If it does have the original manifold, does it have the water injectors and water bowl yet? You probably won't use them often if at all, but they do complete the manifold's look.

The reason I noted the starting tank as mute with aftermarket manifolds, a cold manifold wouldn't run low grade fuel, and wouldn't need water either. So if the water tank wasn't rusted, it occasionally became a spare tank, and either way the starting tank pretty much ignored or removed.

Also, whether in the field or the barn, you could have a clutch housing [and manifold, and who knows] full of mice making a clutch tear down a neccessity.

Speaking of governors, if anyone has figured out how to get a low idle [300RPM, rather than 400 or 500] without a dead zone or wandering idle RPMS from a Hiesler governor and an original carb, I'd like to know.
 
It is worth looking all around the barn and adjacent sheds, garages, etc. And don't just glance around, look hard, including up. You may just find the side curtains, hood, lugs, etc. Those pieces were often taken off and hung up and never reinstalled but they were worth nothing as scrap. Even digging around in the rotted manure next to the tractor may reveal interesting parts thought thrown away. Since they don't have legs, they tend to stay where they were left for many years.
 
Thanks for the replies. I've got to go back and look at it (and take some pictures) to be sure about the items you mentioned. Thanks, Roland
 
I agree with spiffy one and look hard for the hood and side curtains.Glad you have good fenders. The e4a mag was what they come with from the factory. Look underneath it about where the bell housing comonly is it will have the casting date on it.Mine was cast on 2-15-1929.spiffy one glad to here yours is runing fine hope mine might in another couple of months.mabey I will find a hood someday.
 
(quoted from post at 18:25:37 08/05/09) Thanks for the replies. I've got to go back and look at it (and take some pictures) to be sure about the items you mentioned. Thanks, Roland

For the most part, the items I noted will vary your particular interest, and perhaps restoration style [barn fresh, gett'er runn'n and paint it up, mechanical restoration to as found set-up, factory correct restoration, ect.] more than the actual value (though it may vary the price you are willing to pay; i.e. all original parts makes it more desirable if you're looking for one to bring to factory condition) it would have.

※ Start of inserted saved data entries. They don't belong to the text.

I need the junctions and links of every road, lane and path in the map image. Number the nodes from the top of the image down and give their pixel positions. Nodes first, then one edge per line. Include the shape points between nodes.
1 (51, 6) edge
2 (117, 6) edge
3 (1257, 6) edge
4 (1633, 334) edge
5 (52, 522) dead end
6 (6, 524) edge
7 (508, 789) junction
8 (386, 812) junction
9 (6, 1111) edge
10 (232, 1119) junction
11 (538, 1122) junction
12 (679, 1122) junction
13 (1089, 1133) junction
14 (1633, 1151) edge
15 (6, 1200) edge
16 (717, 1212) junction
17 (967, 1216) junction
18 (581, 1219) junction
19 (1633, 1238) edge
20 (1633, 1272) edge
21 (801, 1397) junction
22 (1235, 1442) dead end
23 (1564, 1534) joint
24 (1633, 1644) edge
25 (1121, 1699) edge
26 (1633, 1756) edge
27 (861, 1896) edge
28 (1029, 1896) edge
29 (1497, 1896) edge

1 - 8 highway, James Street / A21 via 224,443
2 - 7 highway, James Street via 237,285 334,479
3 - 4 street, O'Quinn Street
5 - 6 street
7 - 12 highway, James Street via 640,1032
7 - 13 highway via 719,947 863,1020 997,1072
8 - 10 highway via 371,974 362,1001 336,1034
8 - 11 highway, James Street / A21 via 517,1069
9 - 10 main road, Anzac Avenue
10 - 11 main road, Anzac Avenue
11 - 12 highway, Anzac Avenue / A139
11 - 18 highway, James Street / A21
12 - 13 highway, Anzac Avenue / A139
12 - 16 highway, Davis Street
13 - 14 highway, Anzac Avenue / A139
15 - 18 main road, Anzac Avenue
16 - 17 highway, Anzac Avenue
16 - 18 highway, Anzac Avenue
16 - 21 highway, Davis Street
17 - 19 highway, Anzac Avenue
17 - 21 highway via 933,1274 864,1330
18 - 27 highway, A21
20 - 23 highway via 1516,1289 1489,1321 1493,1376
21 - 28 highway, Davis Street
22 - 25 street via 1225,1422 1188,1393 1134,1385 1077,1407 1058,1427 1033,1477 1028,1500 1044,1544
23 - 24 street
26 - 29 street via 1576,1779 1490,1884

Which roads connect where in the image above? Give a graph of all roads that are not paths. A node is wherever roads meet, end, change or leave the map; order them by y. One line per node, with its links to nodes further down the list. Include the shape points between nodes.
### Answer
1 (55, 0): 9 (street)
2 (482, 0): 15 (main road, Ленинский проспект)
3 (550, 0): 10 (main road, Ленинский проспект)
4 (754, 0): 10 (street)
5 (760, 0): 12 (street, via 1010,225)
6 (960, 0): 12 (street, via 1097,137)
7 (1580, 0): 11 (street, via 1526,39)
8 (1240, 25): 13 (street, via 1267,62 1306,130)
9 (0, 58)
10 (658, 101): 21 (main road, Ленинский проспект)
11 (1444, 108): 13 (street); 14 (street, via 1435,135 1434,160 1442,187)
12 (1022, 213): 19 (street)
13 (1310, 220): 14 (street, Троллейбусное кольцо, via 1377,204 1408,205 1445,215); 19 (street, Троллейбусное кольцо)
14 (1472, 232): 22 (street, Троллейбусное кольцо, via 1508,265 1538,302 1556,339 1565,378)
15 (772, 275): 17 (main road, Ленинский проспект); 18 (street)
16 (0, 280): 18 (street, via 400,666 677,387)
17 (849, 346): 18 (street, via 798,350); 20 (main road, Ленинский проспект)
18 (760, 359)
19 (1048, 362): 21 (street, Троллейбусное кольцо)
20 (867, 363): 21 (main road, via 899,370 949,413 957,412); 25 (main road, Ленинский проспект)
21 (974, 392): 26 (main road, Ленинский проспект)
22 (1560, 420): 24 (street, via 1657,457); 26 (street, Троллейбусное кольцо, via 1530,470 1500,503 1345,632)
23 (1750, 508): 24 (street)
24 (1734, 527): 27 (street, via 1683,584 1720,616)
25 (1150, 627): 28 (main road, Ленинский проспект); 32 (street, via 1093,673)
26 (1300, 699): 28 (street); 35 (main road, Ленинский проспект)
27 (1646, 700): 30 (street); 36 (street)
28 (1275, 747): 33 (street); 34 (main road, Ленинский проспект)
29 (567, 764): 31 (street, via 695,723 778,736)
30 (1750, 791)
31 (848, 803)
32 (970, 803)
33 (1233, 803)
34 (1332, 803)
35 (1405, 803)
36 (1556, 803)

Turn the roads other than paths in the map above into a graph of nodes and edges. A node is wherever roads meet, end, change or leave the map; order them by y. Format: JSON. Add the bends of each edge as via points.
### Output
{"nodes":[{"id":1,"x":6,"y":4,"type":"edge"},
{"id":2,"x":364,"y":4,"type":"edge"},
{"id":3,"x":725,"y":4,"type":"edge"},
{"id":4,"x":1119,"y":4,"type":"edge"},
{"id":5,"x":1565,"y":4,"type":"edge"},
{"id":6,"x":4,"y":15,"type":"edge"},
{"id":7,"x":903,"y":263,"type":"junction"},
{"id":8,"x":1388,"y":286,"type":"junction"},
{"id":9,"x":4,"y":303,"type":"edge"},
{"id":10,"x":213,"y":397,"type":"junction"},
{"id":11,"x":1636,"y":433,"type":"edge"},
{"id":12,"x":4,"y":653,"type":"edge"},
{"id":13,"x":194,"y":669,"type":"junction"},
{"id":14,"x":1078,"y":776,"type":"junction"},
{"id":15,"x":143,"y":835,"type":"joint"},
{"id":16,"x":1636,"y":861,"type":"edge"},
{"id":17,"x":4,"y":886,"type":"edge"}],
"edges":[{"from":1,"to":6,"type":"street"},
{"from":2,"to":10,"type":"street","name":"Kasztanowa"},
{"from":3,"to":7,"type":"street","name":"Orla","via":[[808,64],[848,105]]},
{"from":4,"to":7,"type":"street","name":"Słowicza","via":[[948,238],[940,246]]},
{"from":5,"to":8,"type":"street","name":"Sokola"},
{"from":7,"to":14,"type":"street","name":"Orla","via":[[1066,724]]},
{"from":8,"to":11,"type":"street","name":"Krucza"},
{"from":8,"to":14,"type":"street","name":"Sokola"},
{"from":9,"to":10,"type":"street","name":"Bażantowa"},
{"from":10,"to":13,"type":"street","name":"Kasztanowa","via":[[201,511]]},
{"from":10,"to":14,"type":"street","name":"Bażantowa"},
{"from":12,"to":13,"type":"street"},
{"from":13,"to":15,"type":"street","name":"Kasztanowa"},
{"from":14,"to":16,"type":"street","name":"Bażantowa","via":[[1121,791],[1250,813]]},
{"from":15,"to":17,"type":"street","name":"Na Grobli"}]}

But pictures would sure be fun to see!

Andy's advice "look around for parts" is too true! The one I just fixed up, had parts dug back off an iron pile.
 
(quoted from post at 18:55:19 08/05/09) I agree with spiffy one and look hard for the hood and side curtains.Glad you have good fenders. The e4a mag was what they come with from the factory. Look underneath it about where the bell housing comonly is it will have the casting date on it.Mine was cast on 2-15-1929.spiffy one glad to here yours is runing fine hope mine might in another couple of months.mabey I will find a hood someday.

Great to here yours is coming along! No doubt you'll have it purring soon!

I've seen a couple parts tractors in the past few months, even fanagled a pretty good set of fenders, but I can't help you on the hood. Actually, I may see a fellow, with a couple parts tractors, at the threshing show this weekend - I don't recall him having a hood, but is worth asking anyway. Now that I noted that, if I do see him, I'll probably forget - but not intentionally!

That reminds me, PaceF20: the engine block cast date hides behind the cold [GAS] setting loop on the original manifold, should be rather easy to find with an aftermarket. Of course, your serial number still put's it right in the middle of the '29s [roughly 30K starting at roughly 99,000] anyway.
 
Good luck on your find.
Around here a 15/30 or 22/36 that is not locked and pretty well complete and is expected to be a runner will go for $1000 to 1500. If they are locked but have tons of good parts 300 to 500 is the range I would expect to see. If you can get it for $500 , you have done well.